CHRONIQUE. Tout au long de l'été, notre camarade Jean-Paul Pelras nous incite, avec ces chroniques champêtres, à nous replonger dans ce flot de souvenirs qui font notre identité collective. Aujourd'hui, quelques mémoires enfouies d'un hôtel disparu...

Chambre 17

Aout 1982. Un samedi matin jour de marché. Le bar-hôtel-restaurant est celui des Voyageurs, du Midi ou du Centre. On y respire la chaleur de la nuit, les odeurs de cuisine se mêlent à celles du café, du pastis, du vin en pichet, de la bouse de vache tombée des chaussures, du « fragadou » et du tabac roulé.

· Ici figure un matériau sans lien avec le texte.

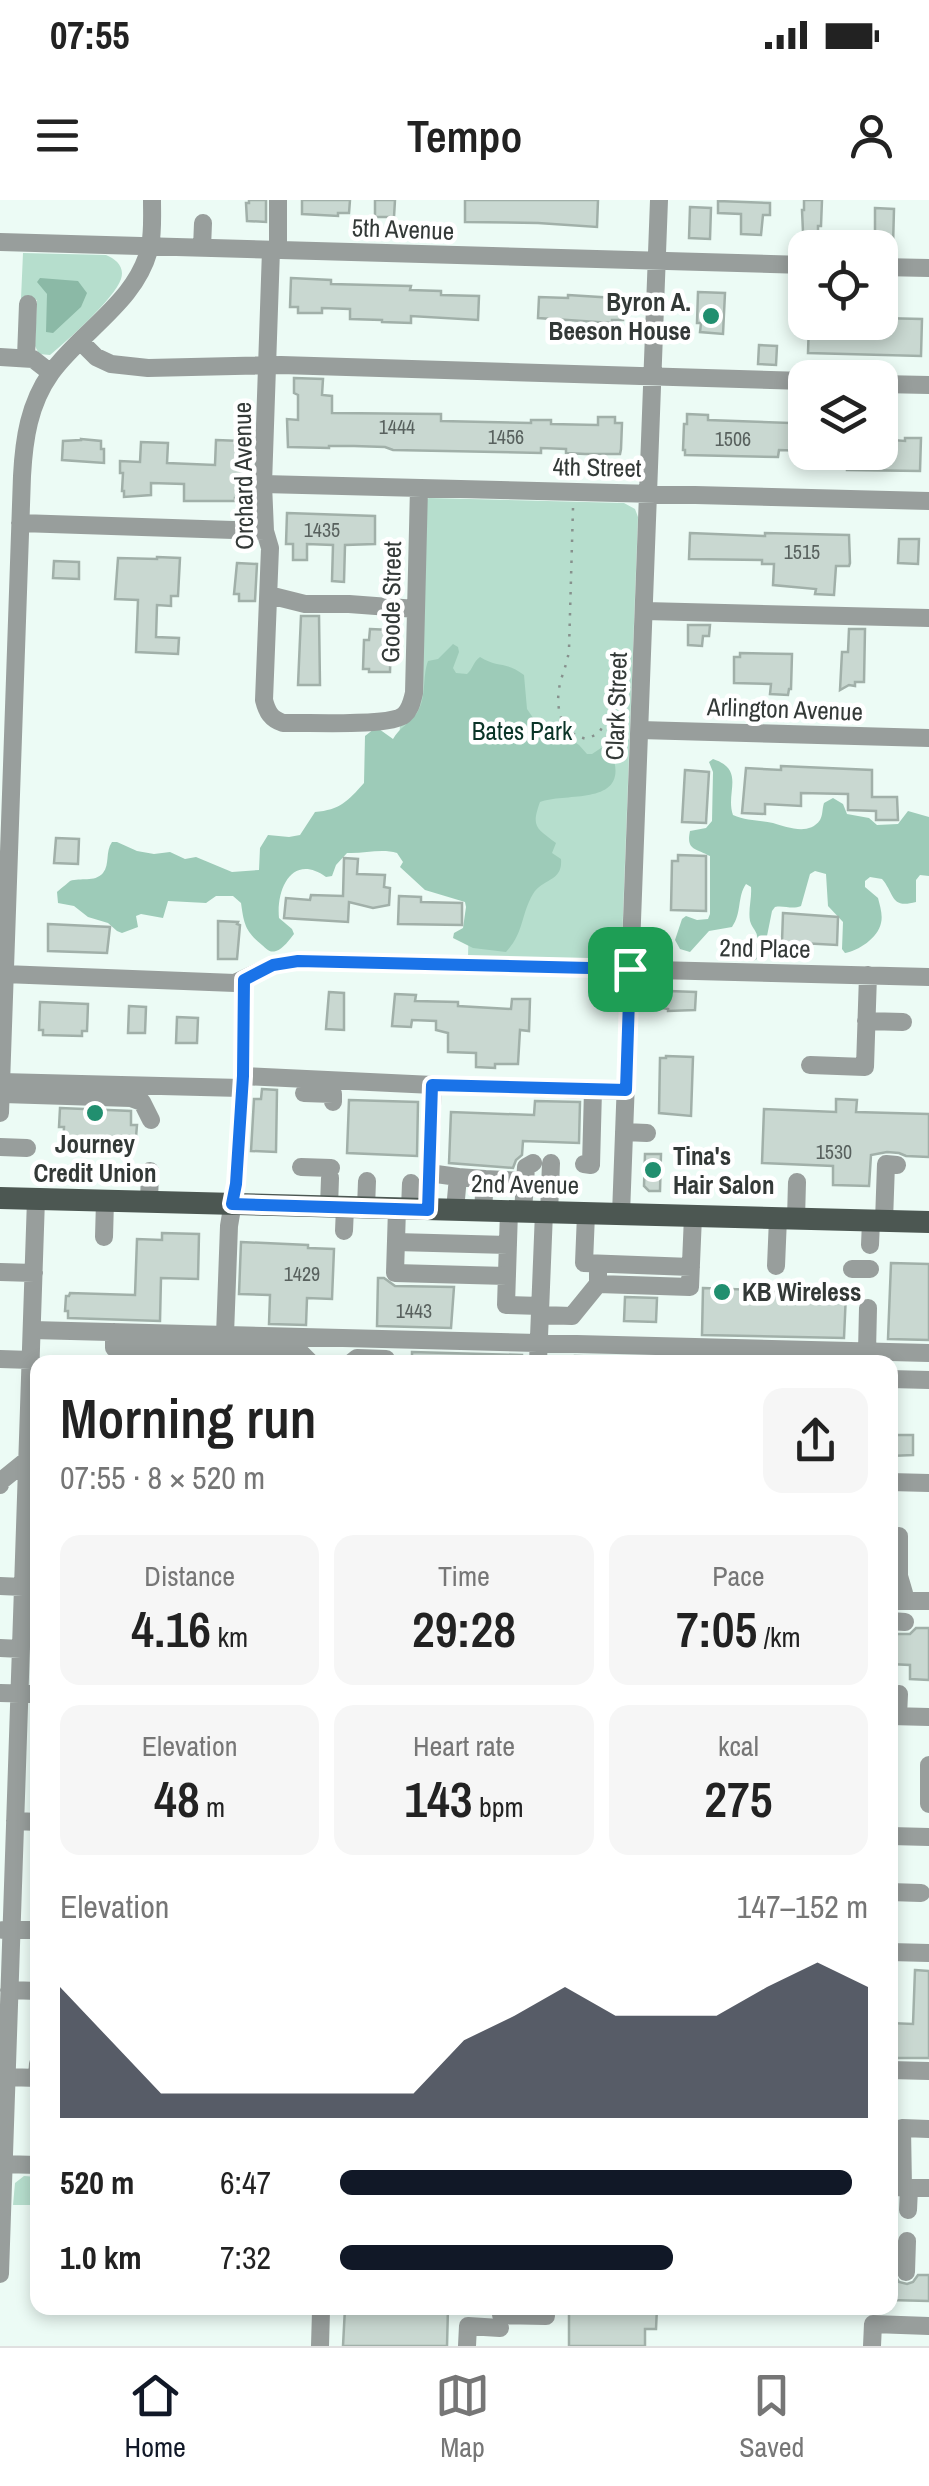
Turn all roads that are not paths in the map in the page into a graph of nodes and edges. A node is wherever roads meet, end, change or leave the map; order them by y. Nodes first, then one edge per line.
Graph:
1 (152, 200) edge
2 (278, 200) edge
3 (658, 200) edge
4 (203, 223) dead end
5 (0, 242) edge
6 (150, 247) junction
7 (202, 248) junction
8 (274, 250) junction
9 (656, 261) junction
10 (788, 265) edge
11 (898, 267) edge
12 (929, 268) edge
13 (28, 304) dead end
14 (81, 342) junction
15 (0, 357) edge
16 (26, 357) junction
17 (268, 365) junction
18 (51, 373) junction
19 (653, 376) junction
20 (788, 381) edge
21 (898, 384) edge
22 (929, 385) edge
23 (264, 484) junction
24 (419, 488) junction
25 (649, 494) junction
26 (929, 501) edge
27 (20, 523) junction
28 (265, 531) junction
29 (9, 594) edge
30 (269, 595) junction
31 (416, 610) junction
32 (644, 611) junction
33 (929, 618) edge
34 (7, 707) edge
35 (405, 714) joint
36 (640, 730) junction
37 (929, 738) edge
38 (4, 845) edge
39 (630, 969) junction
40 (868, 975) junction
41 (929, 977) edge
42 (3, 978) edge
43 (244, 980) junction
44 (866, 1020) junction
45 (904, 1022) dead end
46 (1, 1059) edge
47 (810, 1064) dead end
48 (1, 1082) edge
49 (242, 1082) junction
50 (432, 1085) junction
51 (300, 1089) junction
52 (594, 1090) junction
53 (626, 1090) junction
54 (0, 1094) edge
55 (333, 1102) dead end
56 (0, 1113) edge
57 (151, 1120) dead end
58 (624, 1132) junction
59 (647, 1133) dead end
60 (0, 1147) edge
61 (27, 1148) dead end
62 (584, 1164) dead end
63 (897, 1165) dead end
64 (301, 1167) dead end
65 (150, 1171) dead end
66 (429, 1173) junction
67 (458, 1176) junction
68 (492, 1179) junction
69 (367, 1181) dead end
70 (524, 1181) junction
71 (797, 1182) dead end
72 (411, 1183) dead end
73 (0, 1198) edge
74 (36, 1199) junction
75 (105, 1201) junction
76 (149, 1202) junction
77 (232, 1204) junction
78 (412, 1209) junction
79 (455, 1210) junction
80 (517, 1212) junction
81 (346, 1213) junction
82 (586, 1214) junction
83 (621, 1214) junction
84 (693, 1216) junction
85 (787, 1219) junction
86 (878, 1221) junction
87 (929, 1222) edge
88 (104, 1237) dead end
89 (396, 1242) junction
90 (870, 1245) dead end
91 (507, 1261) junction
92 (542, 1263) junction
93 (598, 1264) junction
94 (697, 1265) junction
95 (776, 1266) dead end
96 (40, 1271) junction
97 (0, 1272) edge
98 (598, 1284) junction
99 (868, 1308) dead end
100 (540, 1311) junction
101 (32, 1330) junction
102 (114, 1332) junction
103 (226, 1336) junction
104 (539, 1343) junction
105 (929, 1353) edge
106 (31, 1355) edge
107 (143, 1355) edge
108 (279, 1355) edge
109 (303, 1355) edge
110 (538, 1355) edge
111 (860, 1355) edge
112 (0, 1359) edge
113 (30, 1360) edge
114 (898, 1379) edge
115 (929, 1380) edge
116 (30, 1438) edge
117 (0, 1459) edge
118 (27, 1460) junction
119 (898, 1482) edge
120 (929, 1483) edge
121 (0, 1485) edge
122 (900, 1536) dead end
123 (898, 1576) edge
124 (898, 1576) edge
125 (0, 1586) edge
126 (23, 1586) junction
127 (898, 1600) edge
128 (898, 1601) edge
129 (929, 1601) edge
130 (0, 1648) edge
131 (21, 1649) junction
132 (0, 1693) edge
133 (28, 1694) edge
134 (899, 1694) dead end
135 (898, 1698) edge
136 (898, 1716) edge
137 (929, 1717) edge
138 (929, 1765) edge
139 (929, 1804) edge
140 (15, 1821) junction
141 (30, 1822) edge
142 (898, 1836) edge
143 (929, 1837) edge
144 (898, 1892) edge
145 (922, 1893) dead end
146 (6, 1930) edge
147 (898, 1952) edge
148 (929, 1954) edge
149 (9, 1990) junction
150 (30, 1991) edge
151 (898, 2070) edge
152 (929, 2071) edge
153 (6, 2076) junction
154 (30, 2078) edge
155 (929, 2129) edge
156 (2, 2164) edge
157 (30, 2165) edge
158 (900, 2188) edge
159 (929, 2188) edge
160 (908, 2210) dead end
161 (907, 2241) dead end
162 (906, 2272) dead end
163 (0, 2274) edge
164 (321, 2315) edge
165 (546, 2316) dead end
166 (500, 2324) edge
167 (929, 2326) edge
168 (320, 2346) edge
169 (467, 2346) edge
170 (872, 2346) edge

1 - 6 street
2 - 8 street, Orchard Avenue
3 - 9 street, Clark Street
4 - 7 street
5 - 6 street, 5th Avenue
6 - 7 street, 5th Avenue
6 - 14 street
7 - 8 street, 5th Avenue
8 - 9 street, 5th Avenue
8 - 17 street, Orchard Avenue
9 - 10 street, 5th Avenue
9 - 19 street, Clark Street
11 - 12 street
13 - 16 street
14 - 17 street
14 - 18 street
15 - 16 street
16 - 18 street
17 - 19 street
17 - 23 street, Orchard Avenue
18 - 27 street
19 - 20 street
19 - 25 street, Clark Street
21 - 22 street
23 - 24 street, 4th Street
23 - 28 street, Orchard Avenue
24 - 25 street, 4th Street
24 - 31 street, Goode Street
25 - 26 street, 4th Street
25 - 32 street, Clark Street
27 - 28 street
27 - 29 street
28 - 30 street, Orchard Avenue
29 - 34 street
30 - 31 street
30 - 35 street, Orchard Avenue
31 - 35 street, Goode Street
32 - 33 street
32 - 36 street, Clark Street
34 - 38 street
36 - 37 street, Arlington Avenue
36 - 39 street, Clark Street
38 - 42 street
39 - 40 street, 2nd Place
39 - 43 street, 2nd Place
39 - 53 street, Clark Street
40 - 41 street, 2nd Place
40 - 44 street
42 - 43 street, 2nd Place
42 - 46 street
43 - 49 street
44 - 45 street
44 - 47 street
46 - 48 street
48 - 49 street
48 - 54 street
49 - 51 street
49 - 77 street
50 - 51 street
50 - 52 street
50 - 66 street
51 - 55 street
52 - 53 street
52 - 62 street
53 - 58 street, Clark Street
54 - 56 street
54 - 57 street
58 - 59 street
58 - 83 street, Clark Street
60 - 61 street
63 - 86 street
64 - 81 street
65 - 76 street
66 - 67 street
66 - 78 street
67 - 68 street
67 - 79 street
68 - 70 street
68 - 80 street
69 - 81 street
70 - 80 street
70 - 80 street
71 - 85 street
72 - 78 street
73 - 74 main road, 2nd Avenue
74 - 75 main road, 2nd Avenue
74 - 96 street
75 - 76 main road, 2nd Avenue
75 - 88 street
76 - 77 main road, 2nd Avenue
77 - 81 main road, 2nd Avenue
77 - 103 street
78 - 79 main road, 2nd Avenue
78 - 81 main road, 2nd Avenue
78 - 89 street
79 - 80 main road, 2nd Avenue
80 - 82 main road, 2nd Avenue
80 - 91 street
80 - 92 street
82 - 83 main road, 2nd Avenue
82 - 93 street
83 - 84 main road, 2nd Avenue
84 - 85 main road, 2nd Avenue
84 - 94 street
85 - 86 main road, 2nd Avenue
85 - 95 street
86 - 87 main road, 2nd Avenue
86 - 90 street
89 - 91 street
89 - 91 street
91 - 92 street
91 - 100 street
92 - 100 street
93 - 94 street
93 - 98 street
94 - 98 street
96 - 97 street
96 - 101 street
98 - 100 street
99 - 111 street
100 - 104 street
101 - 102 street
101 - 106 street
102 - 103 street
102 - 107 street
103 - 104 street
104 - 110 street
104 - 111 street
105 - 111 street
108 - 109 street
112 - 113 street
114 - 115 street
116 - 118 street
117 - 118 street
118 - 121 street
118 - 126 street
119 - 120 street
122 - 124 street
123 - 127 street
125 - 126 street
126 - 131 street
128 - 129 street
130 - 131 street
131 - 133 street
132 - 133 street
133 - 140 street
134 - 135 street
136 - 137 street
138 - 139 street
140 - 141 street
140 - 146 street
142 - 143 street
144 - 145 street
146 - 149 street
147 - 148 street
149 - 150 street
149 - 153 street
151 - 152 street
153 - 154 street
153 - 156 street
155 - 158 street
156 - 157 street
156 - 163 street
158 - 159 street
158 - 160 street
161 - 162 street
164 - 168 street
165 - 166 street
166 - 169 street
167 - 170 street

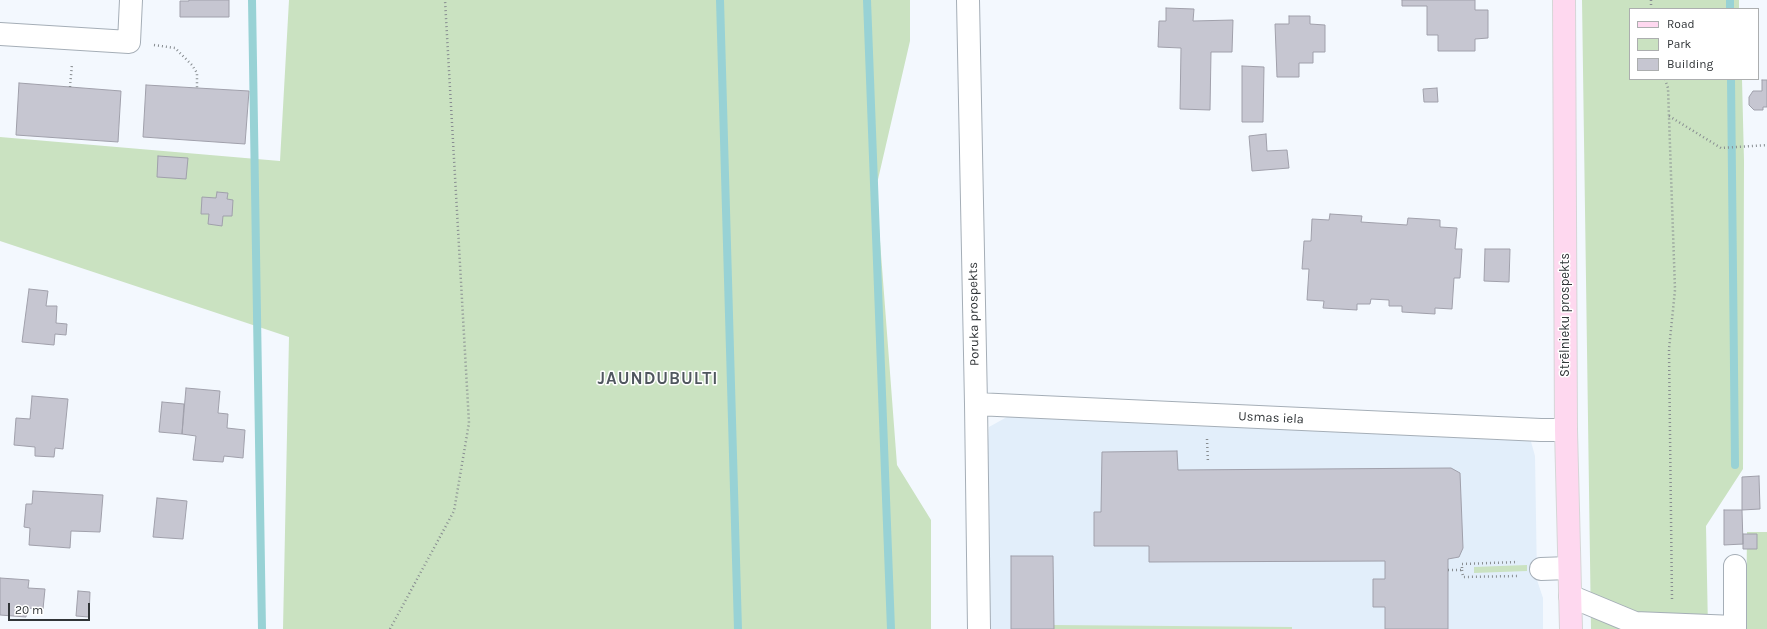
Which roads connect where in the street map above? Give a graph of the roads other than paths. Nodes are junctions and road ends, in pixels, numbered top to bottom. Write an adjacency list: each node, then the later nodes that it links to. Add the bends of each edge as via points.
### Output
1 (131, 0): 4 (street, via 128,42)
2 (968, 0): 5 (street, Poruka prospekts)
3 (1564, 0): 6 (main road, Strēlnieku prospekts)
4 (0, 34)
5 (976, 404): 6 (street, Usmas iela); 12 (street, Poruka prospekts)
6 (1566, 430): 8 (main road, Strēlnieku prospekts)
7 (1735, 566): 11 (street)
8 (1569, 568): 9 (street); 10 (main road, Strēlnieku prospekts)
9 (1541, 569)
10 (1570, 596): 11 (street, via 1634,623); 13 (main road, Strēlnieku prospekts)
11 (1735, 628)
12 (979, 629)
13 (1571, 629)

Les mangeurs de tripous ont écrasé leurs mégots et laissé quelques croutes de fromage sur le bord des assiettes avant de repartir vers le foirail. Ce jour-là, nous sommes arrivés vers 11 heures. Et la patronne, après nous avoir fait signer le registre rangé sous le comptoir nous tendit la clé de la Chambre 17 avec son gros porte clé entouré d’un cercle en caoutchouc.

Dans la chambre, la moquette grise un peu usée, un paravent devant le lavabo avec sa tige porte savon, la prise pour le rasoir, 2 petites serviettes, le bidet, les consignes de sécurité et le tarif affiché derrière la porte.

La tapisserie, inoubliable papier à fleurs, le petit secrétaire en formica, la fenêtre qui donne sur les toits, les volets en ferraille, le téléphone en bakélite, le cendrier, la patère, deux chaises, la douche sur le palier, le plancher qui craque devant l’armoire ou pendent 4 cintres et où sont rangés 2 oreillers. Un livre de Modiano oublié dans la tablette de nuit. « Une jeunesse » je crois. Le souvenir de celle que nous n’avons jamais pu oublier. Et, 35 ans plus tard, la même rue, l’hôtel n’existe plus. Sauf peut-être, encore un peu, pour ceux qui l’ont connu.